Debtor Nation: The History of America in Red Ink
- First edition cover
- Author: Louis Hyman
- Language: English
- Genre: History
- Publisher: Princeton University Press
- Publication date: January 2011
- Publication place: United States
- Media type: Print Hardcover
- Pages: 392
- ISBN: 978-0-691-14068-1

= Debtor Nation =

2011 book by Louis Hyman

Debtor Nation: The History of America in Red Ink is a book written by Harvard economic historian Louis Hyman and published by Princeton University Press in 2011.

== Argument==
The book argues that in order to understand the rise of our contemporary debt-driven economy, we must look back at the history of American markets and American policy in the 20th century.

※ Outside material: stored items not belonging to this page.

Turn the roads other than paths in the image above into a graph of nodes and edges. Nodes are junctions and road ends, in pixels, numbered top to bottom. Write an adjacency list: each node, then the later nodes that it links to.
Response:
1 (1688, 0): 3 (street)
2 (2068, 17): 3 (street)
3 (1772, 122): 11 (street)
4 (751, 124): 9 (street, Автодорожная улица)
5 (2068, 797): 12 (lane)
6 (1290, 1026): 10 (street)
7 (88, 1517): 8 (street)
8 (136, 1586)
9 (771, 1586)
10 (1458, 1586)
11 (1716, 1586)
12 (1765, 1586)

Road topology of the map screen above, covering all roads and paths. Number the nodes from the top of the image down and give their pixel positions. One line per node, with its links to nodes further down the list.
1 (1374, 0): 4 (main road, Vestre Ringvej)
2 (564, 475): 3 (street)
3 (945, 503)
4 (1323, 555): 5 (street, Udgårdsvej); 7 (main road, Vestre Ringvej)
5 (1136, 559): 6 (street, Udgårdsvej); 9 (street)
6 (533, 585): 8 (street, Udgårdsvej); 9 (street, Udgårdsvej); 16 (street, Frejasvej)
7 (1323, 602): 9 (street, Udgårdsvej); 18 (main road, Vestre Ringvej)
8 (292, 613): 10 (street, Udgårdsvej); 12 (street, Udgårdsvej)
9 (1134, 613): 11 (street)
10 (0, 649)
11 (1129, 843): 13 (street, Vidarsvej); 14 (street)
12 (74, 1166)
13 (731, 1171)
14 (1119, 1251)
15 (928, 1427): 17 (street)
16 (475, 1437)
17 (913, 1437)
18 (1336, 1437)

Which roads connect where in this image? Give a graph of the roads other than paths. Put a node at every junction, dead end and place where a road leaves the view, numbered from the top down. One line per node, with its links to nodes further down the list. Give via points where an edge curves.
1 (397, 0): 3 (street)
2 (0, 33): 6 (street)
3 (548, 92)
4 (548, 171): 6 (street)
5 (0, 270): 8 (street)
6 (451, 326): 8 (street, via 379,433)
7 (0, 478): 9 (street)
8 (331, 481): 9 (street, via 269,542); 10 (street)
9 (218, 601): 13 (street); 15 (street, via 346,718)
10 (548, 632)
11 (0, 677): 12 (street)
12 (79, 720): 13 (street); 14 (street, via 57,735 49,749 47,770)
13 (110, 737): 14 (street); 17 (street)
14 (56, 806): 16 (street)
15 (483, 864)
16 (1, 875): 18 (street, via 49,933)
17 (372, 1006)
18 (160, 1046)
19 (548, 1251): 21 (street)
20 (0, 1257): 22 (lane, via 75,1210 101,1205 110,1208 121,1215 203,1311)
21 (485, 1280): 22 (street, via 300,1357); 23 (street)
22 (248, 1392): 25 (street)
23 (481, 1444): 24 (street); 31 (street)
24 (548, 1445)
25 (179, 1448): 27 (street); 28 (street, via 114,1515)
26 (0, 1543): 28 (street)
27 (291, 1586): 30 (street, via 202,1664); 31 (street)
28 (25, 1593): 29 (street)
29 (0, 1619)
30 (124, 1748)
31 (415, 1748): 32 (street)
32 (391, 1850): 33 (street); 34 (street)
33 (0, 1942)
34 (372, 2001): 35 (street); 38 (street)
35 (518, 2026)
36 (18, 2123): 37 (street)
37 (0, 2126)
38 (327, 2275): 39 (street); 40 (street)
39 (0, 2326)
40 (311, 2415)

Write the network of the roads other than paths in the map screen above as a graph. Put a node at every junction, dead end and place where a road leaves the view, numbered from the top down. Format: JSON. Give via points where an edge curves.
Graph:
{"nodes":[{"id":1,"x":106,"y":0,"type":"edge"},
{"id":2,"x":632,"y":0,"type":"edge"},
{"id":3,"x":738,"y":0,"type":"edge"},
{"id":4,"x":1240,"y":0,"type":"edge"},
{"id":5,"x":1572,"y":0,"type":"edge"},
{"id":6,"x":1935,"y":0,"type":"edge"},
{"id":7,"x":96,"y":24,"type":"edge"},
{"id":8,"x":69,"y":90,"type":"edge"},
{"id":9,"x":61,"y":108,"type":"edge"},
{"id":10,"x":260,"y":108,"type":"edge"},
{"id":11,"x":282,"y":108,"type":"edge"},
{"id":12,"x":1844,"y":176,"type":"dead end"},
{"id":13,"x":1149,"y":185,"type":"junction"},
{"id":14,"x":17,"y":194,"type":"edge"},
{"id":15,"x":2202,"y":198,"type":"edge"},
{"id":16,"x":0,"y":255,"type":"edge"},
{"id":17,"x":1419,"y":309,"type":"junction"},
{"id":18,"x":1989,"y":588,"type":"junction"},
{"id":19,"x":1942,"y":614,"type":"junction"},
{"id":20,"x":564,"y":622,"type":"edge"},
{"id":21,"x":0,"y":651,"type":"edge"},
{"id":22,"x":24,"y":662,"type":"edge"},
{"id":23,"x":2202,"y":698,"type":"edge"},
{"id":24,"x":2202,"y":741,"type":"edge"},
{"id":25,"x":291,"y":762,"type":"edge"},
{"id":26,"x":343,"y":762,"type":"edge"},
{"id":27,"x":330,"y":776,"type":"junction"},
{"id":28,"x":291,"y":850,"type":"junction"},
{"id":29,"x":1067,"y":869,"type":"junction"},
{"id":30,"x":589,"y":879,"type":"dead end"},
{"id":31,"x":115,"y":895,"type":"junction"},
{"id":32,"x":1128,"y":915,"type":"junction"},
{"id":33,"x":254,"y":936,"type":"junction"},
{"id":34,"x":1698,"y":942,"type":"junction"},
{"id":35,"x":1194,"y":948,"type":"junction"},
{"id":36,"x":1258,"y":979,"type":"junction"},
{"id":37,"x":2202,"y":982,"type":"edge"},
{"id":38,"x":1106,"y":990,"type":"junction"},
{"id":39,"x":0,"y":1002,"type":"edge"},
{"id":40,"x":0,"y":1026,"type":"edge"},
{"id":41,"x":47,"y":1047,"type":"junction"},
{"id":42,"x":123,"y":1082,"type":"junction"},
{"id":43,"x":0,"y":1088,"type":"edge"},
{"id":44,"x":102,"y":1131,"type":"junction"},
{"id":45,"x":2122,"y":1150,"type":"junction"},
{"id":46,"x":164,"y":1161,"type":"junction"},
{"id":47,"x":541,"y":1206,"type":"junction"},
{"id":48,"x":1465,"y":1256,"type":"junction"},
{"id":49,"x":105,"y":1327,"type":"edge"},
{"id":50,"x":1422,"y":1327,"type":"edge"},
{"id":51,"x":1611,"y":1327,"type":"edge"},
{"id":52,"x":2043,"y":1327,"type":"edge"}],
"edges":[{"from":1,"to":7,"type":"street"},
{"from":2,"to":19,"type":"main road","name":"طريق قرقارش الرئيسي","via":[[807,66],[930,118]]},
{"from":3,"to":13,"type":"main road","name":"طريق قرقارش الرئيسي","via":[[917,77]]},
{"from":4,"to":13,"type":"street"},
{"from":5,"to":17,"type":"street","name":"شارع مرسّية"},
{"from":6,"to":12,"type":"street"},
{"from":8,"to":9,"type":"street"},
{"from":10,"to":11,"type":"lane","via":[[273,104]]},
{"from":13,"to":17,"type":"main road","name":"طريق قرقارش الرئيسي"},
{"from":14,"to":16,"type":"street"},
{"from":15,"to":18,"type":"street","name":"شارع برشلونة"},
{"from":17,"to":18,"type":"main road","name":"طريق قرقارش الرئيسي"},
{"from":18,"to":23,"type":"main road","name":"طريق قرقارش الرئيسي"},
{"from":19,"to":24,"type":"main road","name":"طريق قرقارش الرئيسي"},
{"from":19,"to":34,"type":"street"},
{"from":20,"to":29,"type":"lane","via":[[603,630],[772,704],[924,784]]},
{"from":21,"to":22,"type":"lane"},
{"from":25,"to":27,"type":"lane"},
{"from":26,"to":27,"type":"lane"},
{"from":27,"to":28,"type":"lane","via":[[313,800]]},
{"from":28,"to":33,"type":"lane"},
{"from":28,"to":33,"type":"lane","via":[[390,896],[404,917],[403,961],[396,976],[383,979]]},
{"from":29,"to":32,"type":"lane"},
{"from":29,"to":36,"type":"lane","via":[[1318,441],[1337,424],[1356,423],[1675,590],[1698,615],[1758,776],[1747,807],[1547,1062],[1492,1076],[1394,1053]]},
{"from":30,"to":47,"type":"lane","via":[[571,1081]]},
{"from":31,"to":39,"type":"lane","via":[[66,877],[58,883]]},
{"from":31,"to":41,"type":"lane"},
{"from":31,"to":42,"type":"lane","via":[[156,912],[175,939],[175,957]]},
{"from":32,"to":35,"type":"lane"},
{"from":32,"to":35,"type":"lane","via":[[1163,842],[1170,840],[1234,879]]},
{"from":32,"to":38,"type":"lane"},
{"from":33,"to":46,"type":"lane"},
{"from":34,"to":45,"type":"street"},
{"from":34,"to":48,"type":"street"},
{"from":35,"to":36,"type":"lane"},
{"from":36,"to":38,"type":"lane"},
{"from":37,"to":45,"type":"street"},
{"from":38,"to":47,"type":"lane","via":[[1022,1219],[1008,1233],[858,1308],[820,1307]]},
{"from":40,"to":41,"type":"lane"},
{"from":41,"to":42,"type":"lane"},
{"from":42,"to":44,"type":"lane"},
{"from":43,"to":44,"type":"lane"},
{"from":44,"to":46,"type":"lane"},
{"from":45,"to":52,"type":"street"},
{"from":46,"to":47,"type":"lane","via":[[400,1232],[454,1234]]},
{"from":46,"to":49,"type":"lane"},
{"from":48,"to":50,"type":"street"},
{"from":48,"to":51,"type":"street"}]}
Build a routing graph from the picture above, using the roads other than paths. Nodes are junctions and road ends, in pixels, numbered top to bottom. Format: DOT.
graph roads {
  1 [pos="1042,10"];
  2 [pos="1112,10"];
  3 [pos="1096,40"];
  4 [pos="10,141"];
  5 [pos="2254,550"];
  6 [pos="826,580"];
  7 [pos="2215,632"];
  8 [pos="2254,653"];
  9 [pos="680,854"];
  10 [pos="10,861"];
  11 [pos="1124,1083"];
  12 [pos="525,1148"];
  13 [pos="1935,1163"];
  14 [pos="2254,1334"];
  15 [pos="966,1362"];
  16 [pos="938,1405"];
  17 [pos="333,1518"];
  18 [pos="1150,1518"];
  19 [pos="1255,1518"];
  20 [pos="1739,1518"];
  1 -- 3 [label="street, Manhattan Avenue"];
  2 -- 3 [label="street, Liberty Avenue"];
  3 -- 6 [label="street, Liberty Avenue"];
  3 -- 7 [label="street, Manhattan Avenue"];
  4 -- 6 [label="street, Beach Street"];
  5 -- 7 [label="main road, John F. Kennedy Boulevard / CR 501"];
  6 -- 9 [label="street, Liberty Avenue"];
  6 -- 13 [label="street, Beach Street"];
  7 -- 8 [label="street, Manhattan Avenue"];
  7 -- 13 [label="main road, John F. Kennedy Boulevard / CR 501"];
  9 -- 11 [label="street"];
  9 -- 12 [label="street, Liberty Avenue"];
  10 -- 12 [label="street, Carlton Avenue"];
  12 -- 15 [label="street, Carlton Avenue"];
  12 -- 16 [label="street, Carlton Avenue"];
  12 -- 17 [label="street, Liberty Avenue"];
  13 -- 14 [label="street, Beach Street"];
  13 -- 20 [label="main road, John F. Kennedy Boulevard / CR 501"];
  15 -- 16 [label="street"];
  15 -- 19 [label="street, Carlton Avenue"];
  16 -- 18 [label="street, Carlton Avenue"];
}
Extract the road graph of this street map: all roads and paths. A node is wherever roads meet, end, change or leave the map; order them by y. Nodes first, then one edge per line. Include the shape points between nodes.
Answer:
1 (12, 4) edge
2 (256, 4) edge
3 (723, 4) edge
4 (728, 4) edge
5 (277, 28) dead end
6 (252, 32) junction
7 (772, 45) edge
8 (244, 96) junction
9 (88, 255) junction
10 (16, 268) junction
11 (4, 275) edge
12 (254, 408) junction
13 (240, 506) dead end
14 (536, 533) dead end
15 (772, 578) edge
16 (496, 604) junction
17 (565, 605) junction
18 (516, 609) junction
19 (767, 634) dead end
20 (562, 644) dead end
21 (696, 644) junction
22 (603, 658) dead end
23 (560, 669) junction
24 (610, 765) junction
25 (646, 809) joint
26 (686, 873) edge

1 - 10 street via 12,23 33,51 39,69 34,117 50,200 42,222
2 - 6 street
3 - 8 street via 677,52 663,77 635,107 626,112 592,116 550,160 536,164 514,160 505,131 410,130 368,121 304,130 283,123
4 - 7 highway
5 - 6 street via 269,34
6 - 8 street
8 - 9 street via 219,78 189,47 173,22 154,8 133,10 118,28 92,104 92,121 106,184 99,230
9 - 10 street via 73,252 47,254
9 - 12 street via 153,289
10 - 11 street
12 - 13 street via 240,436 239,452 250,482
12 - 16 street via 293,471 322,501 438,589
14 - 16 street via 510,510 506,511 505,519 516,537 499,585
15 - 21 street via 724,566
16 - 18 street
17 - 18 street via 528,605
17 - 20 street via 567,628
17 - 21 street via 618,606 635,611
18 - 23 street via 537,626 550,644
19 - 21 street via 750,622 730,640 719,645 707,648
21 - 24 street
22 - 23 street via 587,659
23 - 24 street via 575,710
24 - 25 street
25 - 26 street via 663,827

The book combines the methods of economic, business, political, and social history.

== Chapters==
The book is arranged into nine chapters, spanning the twentieth century.
- An Introduction to the History of Debt
- Chapter One: Making Credit Modern: The Origins of the Debt Infrastructure in the 1920s
- Chapter Two: Debt and Recovery: New Deal Housing Policy and the Making of National Mortgage Markets
- Chapter Three: How Commercial Bankers Discovered Consumer Credit: The Federal Housing Administration and Personal Loan Departments, 1934–1938
- Chapter Four: War and Credit: Government Regulation and Changing Credit Practices
- Chapter Five: Postwar Consumer Credit: Borrowing for Prosperity
- Chapter Six: Legitimating the Credit Infrastructure: Race, Gender, and Credit Access
- Chapter Seven: Securing Debt in an Insecure World: Credit Cards and Capital Markets
- Epilogue: Debt as Choice, Debt as Structure

==In popular culture==
Hyman's arguments in Debtor Nation inform his explanations of the financial crisis in David Sington's documentary The Flaw which premiered at the Sheffield International Documentary Festival in November 2010.